A group, Friends of Miami Marine Stadium, was formed in 2008 with the purpose of restoring the Marine Stadium and returning it to operation. Performer Gloria Estefan, through her charity group, is a major contributor to Friends of Miami Marine Stadium. The City of Miami granted control of the stadium property to the group in 2013, and the group returned in late 2014 with a revitalization proposal and supposed funds. This project brought the Miami International Boat Show to the Miami Marine Stadium on February 11–15, 2016. The Miami International Boat Show used the Marine Stadium as a venue from 2016 until 2021.

In 2016, the Miami City Commission (city council) voted to approve up to $45 million in revenue-bond financing to restore the stadium. An architecture firm was hired and restoration plans were finalized, but the bond authorization expired. The city had planned to renovate the Miami Marine Stadium into a concert venue, but, by late 2020, Miami officials had refused to disclose detailed plans for the venue. By 2021, the city of Miami was looking to hire a new advisor to consult on the restoration of the Miami Marine Stadium. City commissioners were expected to vote on a $61.2 million revenue bond financing on February 24, 2022, but the vote was deferred until late May 2022. This delay was intended to allow Miami officials to conduct a cost–benefit analysis of the renovation. In June 2022, Miami officials further postponed a vote on the bond.

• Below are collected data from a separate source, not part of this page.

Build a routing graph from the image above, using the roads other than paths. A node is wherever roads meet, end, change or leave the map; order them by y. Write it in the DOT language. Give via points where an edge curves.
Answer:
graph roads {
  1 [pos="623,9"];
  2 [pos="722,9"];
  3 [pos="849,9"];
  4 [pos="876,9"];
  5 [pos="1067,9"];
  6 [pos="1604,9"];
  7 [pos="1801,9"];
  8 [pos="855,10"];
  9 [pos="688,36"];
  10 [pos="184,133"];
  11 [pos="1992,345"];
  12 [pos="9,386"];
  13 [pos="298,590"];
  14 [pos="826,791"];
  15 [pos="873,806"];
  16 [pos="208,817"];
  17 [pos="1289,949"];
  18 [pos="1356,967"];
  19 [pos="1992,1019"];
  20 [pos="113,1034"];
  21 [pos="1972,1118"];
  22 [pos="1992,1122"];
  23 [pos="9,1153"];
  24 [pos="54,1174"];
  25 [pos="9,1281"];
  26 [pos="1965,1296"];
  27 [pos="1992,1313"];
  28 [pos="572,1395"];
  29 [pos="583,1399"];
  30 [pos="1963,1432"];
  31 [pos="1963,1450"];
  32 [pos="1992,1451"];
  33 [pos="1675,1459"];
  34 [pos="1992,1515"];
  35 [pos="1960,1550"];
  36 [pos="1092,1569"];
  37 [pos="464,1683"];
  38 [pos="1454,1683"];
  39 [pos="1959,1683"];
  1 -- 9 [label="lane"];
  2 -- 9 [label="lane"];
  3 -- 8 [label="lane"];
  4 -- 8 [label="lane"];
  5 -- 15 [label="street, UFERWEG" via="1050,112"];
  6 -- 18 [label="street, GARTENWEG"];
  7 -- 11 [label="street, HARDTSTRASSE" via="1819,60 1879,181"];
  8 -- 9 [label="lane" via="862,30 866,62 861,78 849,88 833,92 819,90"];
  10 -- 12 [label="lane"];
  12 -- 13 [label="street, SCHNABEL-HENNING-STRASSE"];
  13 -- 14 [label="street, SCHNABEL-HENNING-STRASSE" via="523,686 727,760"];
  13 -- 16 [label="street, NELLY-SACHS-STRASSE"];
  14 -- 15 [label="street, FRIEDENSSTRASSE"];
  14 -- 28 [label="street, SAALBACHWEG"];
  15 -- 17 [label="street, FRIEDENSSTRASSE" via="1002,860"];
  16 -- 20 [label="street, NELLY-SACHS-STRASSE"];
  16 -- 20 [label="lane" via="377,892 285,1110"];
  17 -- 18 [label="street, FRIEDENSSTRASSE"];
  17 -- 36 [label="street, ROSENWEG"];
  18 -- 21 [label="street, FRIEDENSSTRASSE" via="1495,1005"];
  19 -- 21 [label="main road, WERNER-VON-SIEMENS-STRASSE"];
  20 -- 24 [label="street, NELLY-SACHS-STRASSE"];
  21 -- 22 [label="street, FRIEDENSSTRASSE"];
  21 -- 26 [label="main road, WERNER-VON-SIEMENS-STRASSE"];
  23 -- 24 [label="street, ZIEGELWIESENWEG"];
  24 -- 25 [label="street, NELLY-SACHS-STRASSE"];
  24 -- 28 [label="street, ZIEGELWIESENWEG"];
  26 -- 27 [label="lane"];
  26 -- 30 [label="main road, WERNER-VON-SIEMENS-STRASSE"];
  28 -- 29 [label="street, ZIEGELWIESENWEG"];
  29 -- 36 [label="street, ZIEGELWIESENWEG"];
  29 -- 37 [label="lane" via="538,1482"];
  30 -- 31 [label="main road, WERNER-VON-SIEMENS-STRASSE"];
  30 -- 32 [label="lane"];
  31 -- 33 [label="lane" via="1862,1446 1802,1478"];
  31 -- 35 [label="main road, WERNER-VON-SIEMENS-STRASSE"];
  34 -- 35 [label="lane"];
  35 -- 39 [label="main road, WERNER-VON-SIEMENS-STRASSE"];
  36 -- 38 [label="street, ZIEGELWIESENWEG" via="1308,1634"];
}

Meanwhile, Miami officials proposed in late 2022 to build a boat ramp, as well as parking space for boat trailers, next to the Miami Marine Stadium. Miami's Planning and Zoning Advisory Board approved the proposal in December 2022, in spite of concerns that the construction of the boat ramp would cause congestion on the Rickenbacker Causeway. Preservationist group Dade Heritage Trust asked city officials to cancel the approval of the boat ramp, but Miami city commissioners rejected the request in early 2023. Workers began restoring the Miami Marine Stadium in early 2023, repairing damaged pilings at a cost of $2.4 million.

== Design ==
Poured entirely in concrete, the Miami Marine Stadium consists of a cantilevered folded plate roof supported by eight large slanted columns anchored in the ground through the grandstand. A huge horizontal beam tied them all together. A cut in the seating arrangement allowed spectators to appreciate the full height of the posts, which were pushed as far back as possible to permit unobstructed views over the watercourse. This concept was presented by one of the project's architects, Hilaro Candela to be original, however the idea was synonymous to several other well-established stadiums throughout Latin America and Europe, including the Florence Stadium designed by Pier Luigi Nervi, built 1932, the Baseball and Soccer stadiums in Cartagena, Colombia, by Guillermo Gonzalez Zuleta in 1947 and The University Stadium in Caracas designed by Carlos Raul Villanueva, built in 1950. The Miami Marine Stadium bears striking resemblance to the horse-racing Hipódromo de la Zarzuela in Madrid, Spain, designed by Carlos Arniches Moltó and Martín Domínguez in 1934–35.

== Facilities ==
The Stadium was host for many world class powerboat events including Unlimited Hydroplane, Inboard, Outboard, Performance Craft, Stock, Modified, Grand National divisions as well as other special event races. The Stadium was also the site of a number of nationally televised events including the Orange Bowl Regatta (power boat races), the Bill Muncey Invitational and the ESPN All American Challenge Series. The last major race in the Stadium was the 20th Annual Budweiser Hydroplane Regatta, June 1–3, 1990.

Since its condemnation in 1992, the stadium has become a haven for graffiti artists, but remains an attraction for its photographic panoramic view of the central business districts and barrier islands of Miami.